At the end of this unit, students should be able to understand the basic methods of load transfer in structures - tension, compression, bending, shear and torsion (internal actions); apply the equations of equilibrium to determine the distribution of internal actions in a simple structure by drawing BMDs, SFDs, AFDs, and TMDs; understand the significance and methods of calculation of the geometric properties of structural sections (I, Z, S, J etc); understand the effect of internal forces and deformations of bodies through the concept and calculation of strains and stresses; appreciate the behaviour of structures by analysing structures without numerical calculations; display a knowledge of basic material properties, combined stresses and failure criteria; and demonstrate their hands-on experience of the behaviour of structural members via experiments and the ability to prepare written reports on those experiments.
Emphasis in the assessment scheme will be placed on understanding structural behaviour and solving problems, rather than remembering formulae or performing complex calculations.
The course seeks to utilise and improve the generic skills of students, in areas such as problem solving, neat and logical setting out of solutions, report writing, and team work.
The syllabus comprises introduction; equilibrium; internal actions: BMDs, SFDs, AFDs, and TMDs; elasticity, stress and strain, and basic material properties; axial forces: tension and compression; elastic bending of beams; shear force and shear stresses in beams; torsion; deflection of beams; pipes and pressure vessels; trusses; material properties, combined stresses and yield criteria; advanced bending; introduction to buckling and instability.

The primary objective is to develop an understanding of design concepts and an introduction to the design of steel, concrete and composite structures. This involves calculation of loads on structures caused by gravity, wind and earthquake; and analysis and design of basic structural elements.

This course provides an elementary introduction to Geotechnical Engineering, and provides the basic mechanics necessary for the detailed study of Geotechnical Engineering. This course aims to provide an understanding of: the nature of soils as engineering materials; common soil classification schemes; the importance of water in the soil and the effects of water movement; methods of predicting soil settlements, the stress-strain-strength response of soils, and earth pressures.

The objective of this unit of study is to develop an understanding of basic fluid concepts for inviscid and incompressible fluids. Topics to be covered will include: basic fluid properties, hydrostatics, buoyancy, stability, pressure distribution in a fluid with rigid body motion, fluid dynamics, conservation of mass and momentum, dimensional analysis, open channel flow, and pipe flow.
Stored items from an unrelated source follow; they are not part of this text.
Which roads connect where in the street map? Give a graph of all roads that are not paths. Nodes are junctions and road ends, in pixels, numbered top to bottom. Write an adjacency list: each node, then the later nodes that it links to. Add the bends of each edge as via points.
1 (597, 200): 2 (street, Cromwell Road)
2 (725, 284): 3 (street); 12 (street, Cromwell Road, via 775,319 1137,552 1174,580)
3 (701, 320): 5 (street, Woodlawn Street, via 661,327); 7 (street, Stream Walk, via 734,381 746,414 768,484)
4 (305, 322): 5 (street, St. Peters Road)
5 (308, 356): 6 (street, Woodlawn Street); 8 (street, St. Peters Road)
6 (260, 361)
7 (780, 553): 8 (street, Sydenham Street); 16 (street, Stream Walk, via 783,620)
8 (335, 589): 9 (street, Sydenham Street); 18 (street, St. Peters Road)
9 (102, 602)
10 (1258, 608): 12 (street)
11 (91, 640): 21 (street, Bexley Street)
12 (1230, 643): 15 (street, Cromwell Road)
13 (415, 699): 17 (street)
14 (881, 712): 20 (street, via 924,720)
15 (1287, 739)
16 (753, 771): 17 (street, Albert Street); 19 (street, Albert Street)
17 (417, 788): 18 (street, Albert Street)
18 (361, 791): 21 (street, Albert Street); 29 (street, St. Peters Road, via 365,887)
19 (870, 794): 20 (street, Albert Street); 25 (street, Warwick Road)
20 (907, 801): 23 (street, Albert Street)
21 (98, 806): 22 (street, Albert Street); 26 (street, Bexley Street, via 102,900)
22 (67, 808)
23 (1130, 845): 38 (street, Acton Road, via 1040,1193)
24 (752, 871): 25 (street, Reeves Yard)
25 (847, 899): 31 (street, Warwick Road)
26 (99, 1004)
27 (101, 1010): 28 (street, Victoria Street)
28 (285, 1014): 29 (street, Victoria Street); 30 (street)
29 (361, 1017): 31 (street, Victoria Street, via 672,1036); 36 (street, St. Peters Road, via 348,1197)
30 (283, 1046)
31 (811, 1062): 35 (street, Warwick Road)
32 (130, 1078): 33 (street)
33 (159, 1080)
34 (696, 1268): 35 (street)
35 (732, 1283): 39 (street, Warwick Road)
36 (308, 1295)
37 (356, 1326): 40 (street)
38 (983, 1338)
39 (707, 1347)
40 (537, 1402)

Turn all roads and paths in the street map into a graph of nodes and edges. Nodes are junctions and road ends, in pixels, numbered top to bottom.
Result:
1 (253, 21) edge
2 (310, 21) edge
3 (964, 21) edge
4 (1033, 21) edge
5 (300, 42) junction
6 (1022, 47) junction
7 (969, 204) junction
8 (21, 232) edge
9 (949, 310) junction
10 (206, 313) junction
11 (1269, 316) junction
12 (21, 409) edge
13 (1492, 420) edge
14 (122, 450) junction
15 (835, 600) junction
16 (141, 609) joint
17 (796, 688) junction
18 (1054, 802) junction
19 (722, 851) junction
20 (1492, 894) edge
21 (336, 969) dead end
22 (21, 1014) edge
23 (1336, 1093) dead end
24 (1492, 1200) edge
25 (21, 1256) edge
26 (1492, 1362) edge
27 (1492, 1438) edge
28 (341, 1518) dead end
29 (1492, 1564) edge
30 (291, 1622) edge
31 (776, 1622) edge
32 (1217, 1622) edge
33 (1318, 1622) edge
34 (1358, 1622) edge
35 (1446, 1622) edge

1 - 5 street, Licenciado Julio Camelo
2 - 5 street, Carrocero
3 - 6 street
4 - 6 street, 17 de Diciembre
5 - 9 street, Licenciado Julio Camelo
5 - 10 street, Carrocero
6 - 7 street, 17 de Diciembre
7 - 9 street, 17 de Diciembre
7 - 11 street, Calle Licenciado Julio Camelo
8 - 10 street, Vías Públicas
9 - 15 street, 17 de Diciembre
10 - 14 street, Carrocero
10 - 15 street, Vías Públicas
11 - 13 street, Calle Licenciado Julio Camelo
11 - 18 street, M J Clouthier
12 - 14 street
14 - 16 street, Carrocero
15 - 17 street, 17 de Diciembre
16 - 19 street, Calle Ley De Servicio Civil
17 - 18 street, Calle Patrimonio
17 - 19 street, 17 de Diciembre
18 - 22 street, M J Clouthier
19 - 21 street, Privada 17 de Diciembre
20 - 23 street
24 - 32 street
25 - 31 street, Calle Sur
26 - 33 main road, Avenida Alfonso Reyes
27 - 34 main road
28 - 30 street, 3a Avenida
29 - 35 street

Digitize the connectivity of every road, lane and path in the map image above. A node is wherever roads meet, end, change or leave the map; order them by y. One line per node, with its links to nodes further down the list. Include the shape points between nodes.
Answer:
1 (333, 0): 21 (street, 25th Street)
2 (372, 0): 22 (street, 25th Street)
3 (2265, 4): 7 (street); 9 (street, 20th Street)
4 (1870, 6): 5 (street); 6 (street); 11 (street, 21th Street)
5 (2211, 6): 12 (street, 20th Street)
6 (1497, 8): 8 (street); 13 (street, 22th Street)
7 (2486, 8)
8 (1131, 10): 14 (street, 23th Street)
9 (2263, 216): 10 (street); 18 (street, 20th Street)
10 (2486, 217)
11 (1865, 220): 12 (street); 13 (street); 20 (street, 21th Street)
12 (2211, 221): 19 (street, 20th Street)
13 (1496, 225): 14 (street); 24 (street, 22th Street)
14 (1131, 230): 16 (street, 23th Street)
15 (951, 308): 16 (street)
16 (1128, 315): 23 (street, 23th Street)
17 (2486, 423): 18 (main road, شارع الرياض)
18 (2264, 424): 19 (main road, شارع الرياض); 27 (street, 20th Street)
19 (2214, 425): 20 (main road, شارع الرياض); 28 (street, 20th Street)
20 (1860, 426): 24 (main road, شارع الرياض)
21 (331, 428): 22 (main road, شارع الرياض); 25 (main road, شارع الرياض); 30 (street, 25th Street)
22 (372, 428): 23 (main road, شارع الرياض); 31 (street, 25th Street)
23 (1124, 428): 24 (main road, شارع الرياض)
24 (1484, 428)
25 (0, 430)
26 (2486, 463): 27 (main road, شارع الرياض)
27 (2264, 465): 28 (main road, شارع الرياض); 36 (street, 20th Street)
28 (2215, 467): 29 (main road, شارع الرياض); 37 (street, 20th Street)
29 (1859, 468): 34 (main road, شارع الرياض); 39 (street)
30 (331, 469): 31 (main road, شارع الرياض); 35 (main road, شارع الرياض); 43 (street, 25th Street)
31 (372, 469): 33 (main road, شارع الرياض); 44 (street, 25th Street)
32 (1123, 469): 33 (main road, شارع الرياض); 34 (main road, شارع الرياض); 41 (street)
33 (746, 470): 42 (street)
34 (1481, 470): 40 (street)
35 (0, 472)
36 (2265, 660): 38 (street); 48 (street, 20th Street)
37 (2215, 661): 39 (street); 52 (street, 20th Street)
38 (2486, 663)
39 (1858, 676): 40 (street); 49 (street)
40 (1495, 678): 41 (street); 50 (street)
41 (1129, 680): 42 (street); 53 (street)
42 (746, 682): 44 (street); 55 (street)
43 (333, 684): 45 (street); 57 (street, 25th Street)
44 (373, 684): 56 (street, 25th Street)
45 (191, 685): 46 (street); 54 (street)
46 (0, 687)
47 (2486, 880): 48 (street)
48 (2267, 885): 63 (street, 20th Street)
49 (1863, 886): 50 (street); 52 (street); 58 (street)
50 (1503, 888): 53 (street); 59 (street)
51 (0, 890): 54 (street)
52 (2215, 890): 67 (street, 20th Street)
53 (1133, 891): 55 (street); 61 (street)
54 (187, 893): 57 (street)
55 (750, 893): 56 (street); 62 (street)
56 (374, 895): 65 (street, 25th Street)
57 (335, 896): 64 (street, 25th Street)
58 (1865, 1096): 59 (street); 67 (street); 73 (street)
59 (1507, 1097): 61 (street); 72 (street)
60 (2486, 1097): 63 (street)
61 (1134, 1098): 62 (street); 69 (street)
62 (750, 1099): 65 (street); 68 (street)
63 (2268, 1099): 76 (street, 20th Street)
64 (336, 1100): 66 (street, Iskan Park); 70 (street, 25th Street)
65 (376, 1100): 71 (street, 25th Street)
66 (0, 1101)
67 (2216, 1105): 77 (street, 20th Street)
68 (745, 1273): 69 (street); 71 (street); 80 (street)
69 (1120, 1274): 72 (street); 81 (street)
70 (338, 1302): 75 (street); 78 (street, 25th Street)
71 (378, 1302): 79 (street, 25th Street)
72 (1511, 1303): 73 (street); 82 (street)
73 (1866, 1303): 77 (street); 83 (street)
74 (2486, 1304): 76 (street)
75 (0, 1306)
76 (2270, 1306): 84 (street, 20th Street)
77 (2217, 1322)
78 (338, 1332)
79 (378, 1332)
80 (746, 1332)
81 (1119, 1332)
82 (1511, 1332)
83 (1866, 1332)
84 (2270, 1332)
This core unit of study together with CIVL3612 forms the basis for further studies in the applied areas of ocean, coastal and wind engineering and other elective fluid mechanics units which may be offered.

The objectives of this unit are to provide a basic understanding of the behaviour of reinforced concrete members and structures; to provide a basic understanding of standard methods of analysis and design of reinforced concrete behaviour (including an understanding of capabilities and limitations); and to provide basic design training in a simulated professional engineering environment.
At the end of this unit students will gain proficiency in basic methods of reinforced concrete analysis and design.
The syllabus comprises the behaviour of reinforced concrete members and structures, including: material properties, 'elastic' analysis (stresses/deformations/time-dependence), ultimate strengths of beams (flexure), ultimate strength of columns (short and slender), behaviour or reinforced concrete slabs. The reinforced concrete truss analogy (shear/torsion/and detailing implications). Design of typical elements of a reinforced concrete building, structural modelling, analysis of load-effects (incl.earthquakes), design criteria (for durability, fire-resistance, serviceability and strength), design calculation procedures, reinforcement detailing, structural drawings.

This unit of study aims to provide an understanding of the conservation of mass and momentum in differential forms for viscous fluid flows. It provides the foundation for advanced study of turbulence, flow around immersed bodies, open channel flow, and turbo-machinery.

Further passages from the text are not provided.